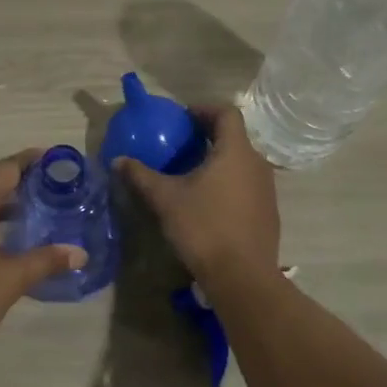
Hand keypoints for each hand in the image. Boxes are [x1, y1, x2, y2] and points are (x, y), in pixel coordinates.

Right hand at [117, 106, 279, 284]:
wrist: (242, 277)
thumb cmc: (204, 227)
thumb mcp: (166, 199)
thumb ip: (141, 176)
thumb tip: (118, 160)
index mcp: (235, 152)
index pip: (227, 113)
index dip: (204, 109)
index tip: (183, 118)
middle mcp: (257, 164)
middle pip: (235, 137)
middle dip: (208, 136)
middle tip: (182, 144)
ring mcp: (267, 190)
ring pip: (241, 163)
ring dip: (219, 161)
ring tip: (192, 173)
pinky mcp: (268, 213)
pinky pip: (247, 185)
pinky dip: (228, 183)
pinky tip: (208, 203)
——
| EXERCISE AIM |
Leave the pictures out and print the whole listing precisely.

| EXPECTED ANSWER |
Hand keypoints for each hand in the image. Boxes are [x1, y1, x2, y2] and points are (x, y), in pixel coordinates.

Right hand at [117, 106, 279, 284]:
wrist: (242, 277)
thumb cmc: (204, 227)
thumb mcp: (166, 199)
thumb ip: (141, 176)
thumb tip: (118, 160)
index mcp: (235, 152)
index pip: (227, 113)
index dip: (204, 109)
index tip: (183, 118)
middle mcp: (257, 164)
middle pip: (235, 137)
middle dip: (208, 136)
middle tip: (182, 144)
ring mcp: (267, 190)
ring pip: (241, 163)
ring dip: (219, 161)
ring tip: (192, 173)
pinky mcp: (268, 213)
pinky pip: (247, 185)
pinky dip: (228, 183)
pinky tip: (208, 203)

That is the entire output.